What we need now to finish this off: As I’ve said above, this scheme would further emphasize linebackers who can stop the run and rush the passer. This fits us perfectly, because it makes a guy like Dont’a Hightower and even better fit, and masks his weaknesses in coverage. With our first pick, in order to facilitate this defense, we should absolutely draft Hightower. He’ll be perfect for this new scheme next to Timmons, and he won’t be asked to cover as much because we have another defensive back on the field, and Timmons can still cover tight ends or pass-catching backs. It’s a great fit, so draft Hightower in round 1.

This scheme is obviously designed to reduce the pass, and let’s assume we spend our second-rounder on a guard, like Amini Silatolu or Kelechi Osemele in round 2. With this new scheme, nose tackle drops a great deal as a need, and corner and safety moves up.

I think we’ve got four solid corners for this guy of defense. I think Curtis Brown in particular would be a great slot corner for this defense, given his ability to make the tackle – ideal for stopping gains after a quick slant to a Wes Welker type. We could really use some depth at safety now, and a potential future starter with the ability to cover tight ends and make some tackles. With that, I saw in round three we draft safety Brandon Taylor from LSU, who is very much a Troy Polamalu type safety, who could rotate in on our defense quickly. He’s a good athlete and can cover a lot of ground in pass coverage, and he’d be a great replacement at either safety spot for this defense in the future.
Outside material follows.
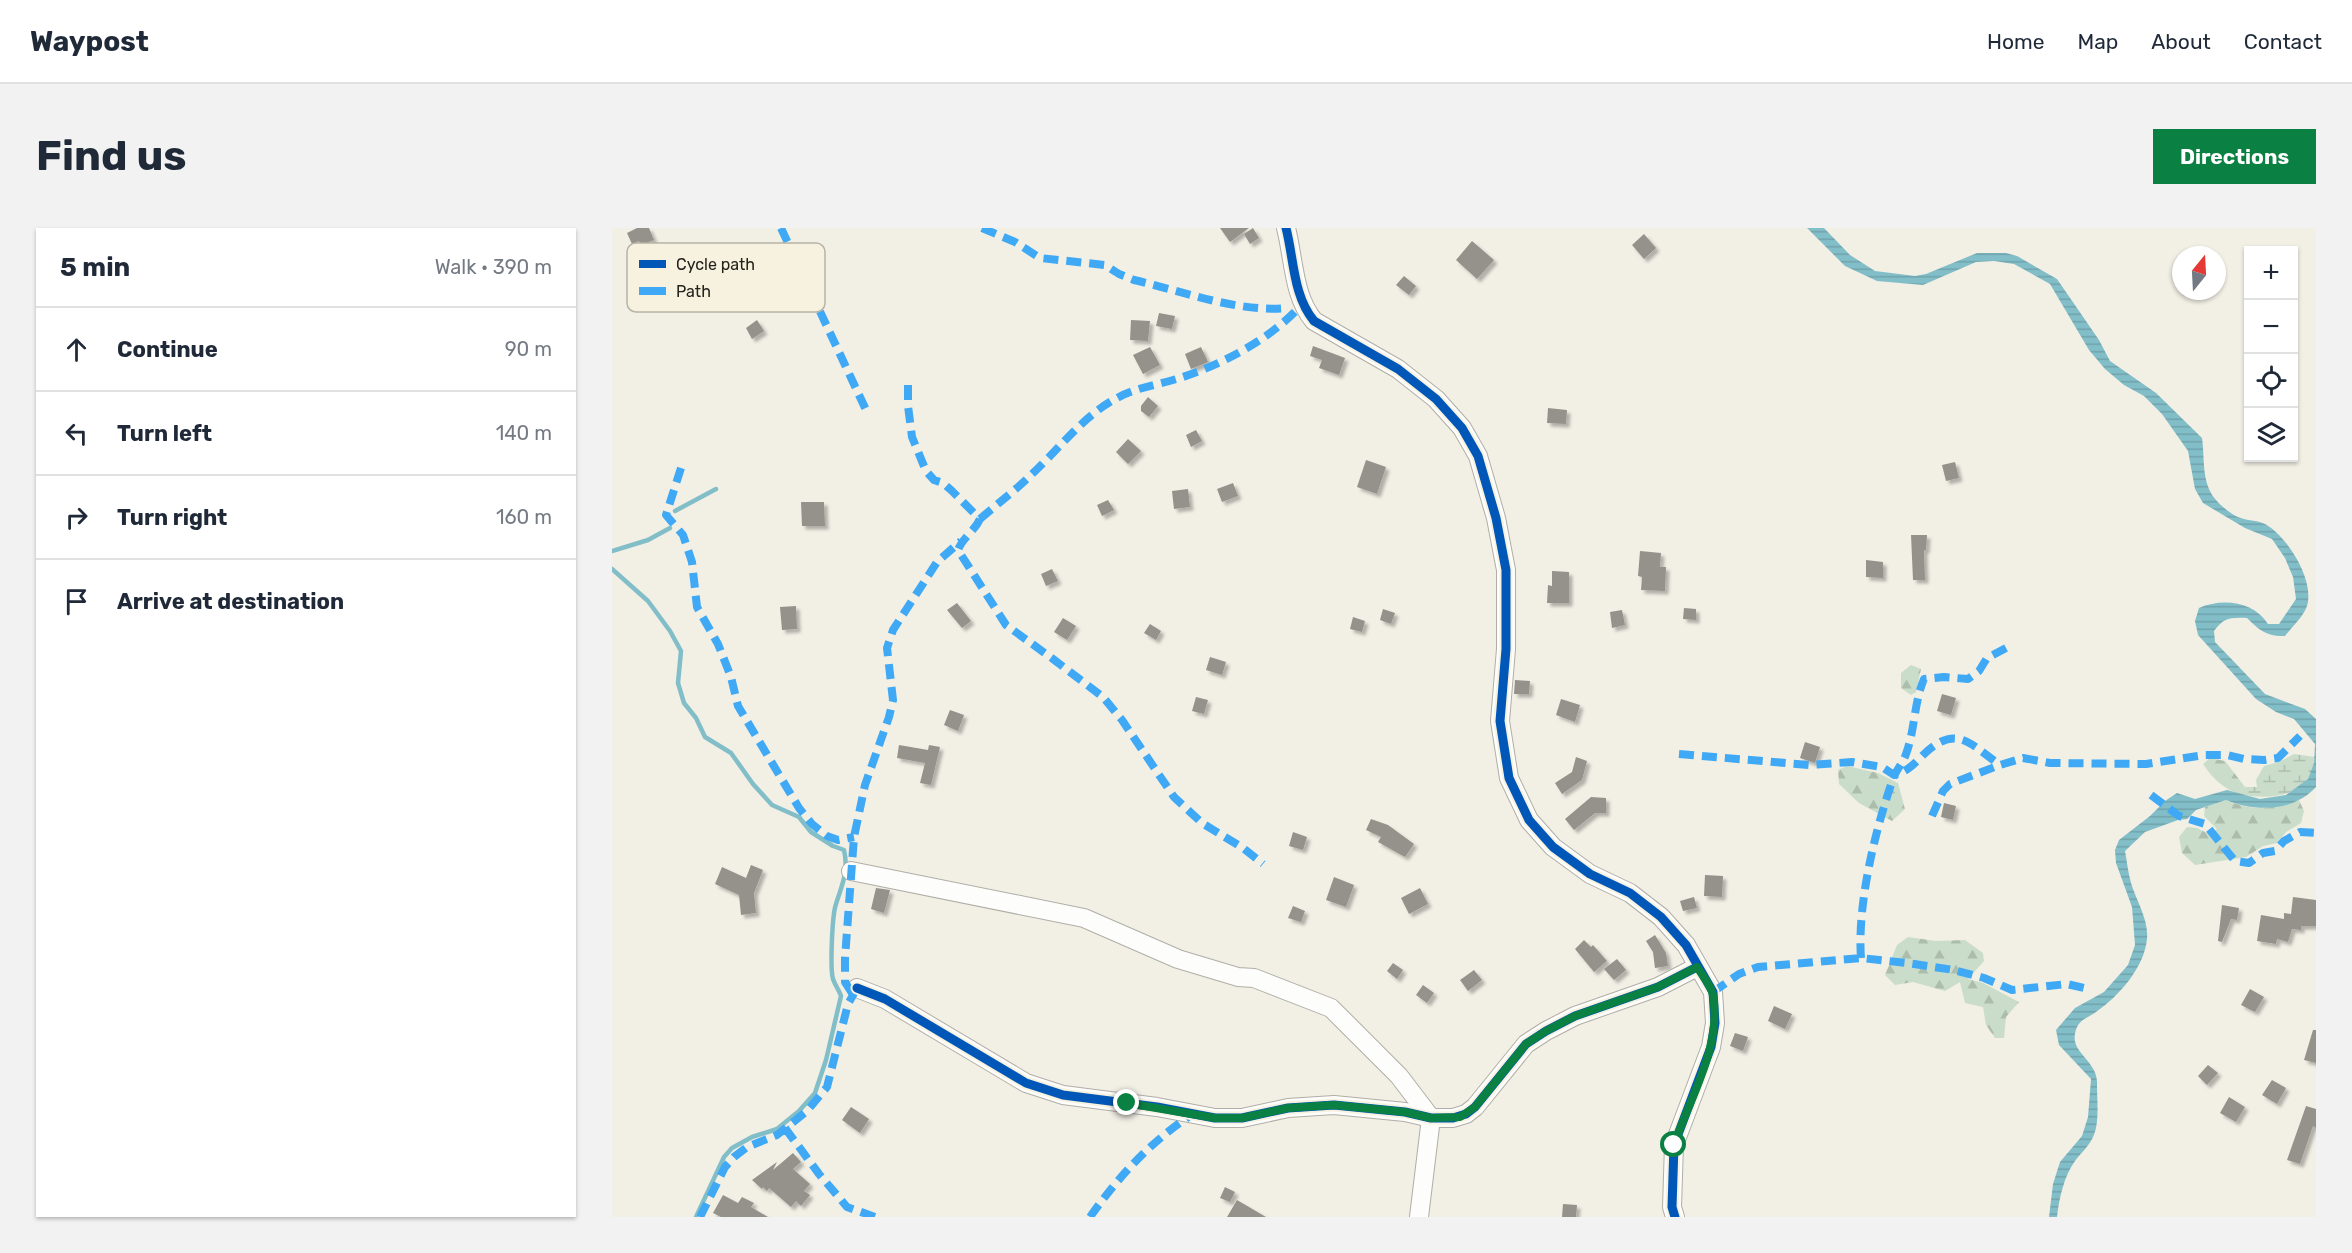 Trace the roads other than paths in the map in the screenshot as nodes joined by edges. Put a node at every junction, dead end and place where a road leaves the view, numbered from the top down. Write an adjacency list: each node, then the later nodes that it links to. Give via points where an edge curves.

Throw in a lower-round type at nose tackle for depth, or maybe another outside linebacker prospect like Cordarro Law, and perhaps a homer-favorite of mine, safety Trenton Robinson from Michigan State (I’d love to see a Robinson/Taylor combo as our future safety set), and I think we’d be set on defense. It would look something like this:

Starting Defensive Line: Keisel and Hood with Heyward rotating in frequently

LOLB: Woodley, Worilds, Carter

Buck: Hightower, Foote

Mack: Timmons, Foote, Sylvester

ROLB: Harrison, Worilds, Carter

LCB: Taylor, Allen

RCB: Lewis, Allen

Third DB: Curtis Brown, or perhaps Troy if Brandon Taylor really pans out and can play in the back

FS: Clark, Mundy

SS: Troy/Taylor, Mundy

I know we run this set a couple times a game, but I think we could be stronger against the spread if we ran it more often.